Now, the fifth option I'd propose COULD simply be a subset of your (4) above, but in my opinion, you'd simply be applying the word "ridiculous" in a pretty darn arbitrary manner at that point.


What about:

(5) Players assume that D&D 4E takes place in a much more inherently magical world than Earth, every PC is somewhat superheroic and "magical" in some sense, and so the heroes recovering with seemingly-miraculous speed from terrible injuries without requiring the aid of Arcane or Divine spells or items is not a narrative disconnect, but merely a different theme for the game, and a different model of in-world physical reality?
Interesting idea, personally not keen on it but interesting idea. Speaking for my self I am quite happy to view hit point as plot protection.
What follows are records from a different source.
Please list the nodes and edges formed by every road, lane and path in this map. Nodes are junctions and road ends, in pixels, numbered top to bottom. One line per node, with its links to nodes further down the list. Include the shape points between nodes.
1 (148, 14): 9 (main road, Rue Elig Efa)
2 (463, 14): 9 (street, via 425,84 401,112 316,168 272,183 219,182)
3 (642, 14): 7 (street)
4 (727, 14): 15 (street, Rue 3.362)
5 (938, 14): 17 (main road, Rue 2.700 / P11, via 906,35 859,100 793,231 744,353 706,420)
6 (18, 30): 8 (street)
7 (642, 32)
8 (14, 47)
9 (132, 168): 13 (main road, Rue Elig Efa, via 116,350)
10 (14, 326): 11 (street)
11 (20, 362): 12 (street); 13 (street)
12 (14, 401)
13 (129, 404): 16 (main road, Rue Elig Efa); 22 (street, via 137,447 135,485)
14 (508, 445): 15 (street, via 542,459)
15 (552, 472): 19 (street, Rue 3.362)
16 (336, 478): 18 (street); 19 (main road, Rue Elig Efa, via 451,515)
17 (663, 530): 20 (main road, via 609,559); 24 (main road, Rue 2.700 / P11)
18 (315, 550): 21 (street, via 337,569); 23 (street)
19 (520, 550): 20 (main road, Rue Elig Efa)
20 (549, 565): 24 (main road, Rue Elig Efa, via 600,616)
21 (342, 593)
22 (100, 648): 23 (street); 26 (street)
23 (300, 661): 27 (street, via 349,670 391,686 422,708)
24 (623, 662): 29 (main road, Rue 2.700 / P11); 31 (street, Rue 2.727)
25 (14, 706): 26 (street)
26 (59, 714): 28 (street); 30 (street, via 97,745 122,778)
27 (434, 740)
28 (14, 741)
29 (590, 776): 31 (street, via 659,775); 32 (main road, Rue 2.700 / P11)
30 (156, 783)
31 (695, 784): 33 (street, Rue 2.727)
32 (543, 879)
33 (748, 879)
Many years ago I decided that as a plysical wounds modeling system D&D (in all variation) was ludricous and went in search of better sytems, Rolemaster, GURPS and so forth. In the end of the day I decided if I was grim an gritty I'll use Warhammer and for more magical campaign I'll go back to D&D. But nobody get seriously hurt unless it is fatal. So no PC ends up as a blind beggar in the village green or dies screaming in the woods as gangerene eats his guts.
I want Conan the movie or LoTHR the movie with a bit more magic not the grim reality of medieval warfare.
To a certain extent why do people want realistic wounding? Not sure I understand the sandbox play argument. A week down time (with out magical healing) is sprained ligaments territory. Deep life threatening iwounds 2 to 6 months on the flat of your back and you survive because they cut off the rest of the limb. So your character is out for another year to retrain the cope with the missing appendage, if it is an arm or an eye.
And given the ubiquity of magical healing, from potions,pc characters and or wands, natural healing is almost never invoked so what exactly is all the fuss about anyway?
Combat narration, I do see the argument there, but don't understand as to why a healing surges used as are not taken into account.
Comparing 3e to 4e directly is not a proper comparison a 1st level fighter in 3e (absent magical healing) has Xhp but his 4e counter part has x*healingSurgeValue hit points.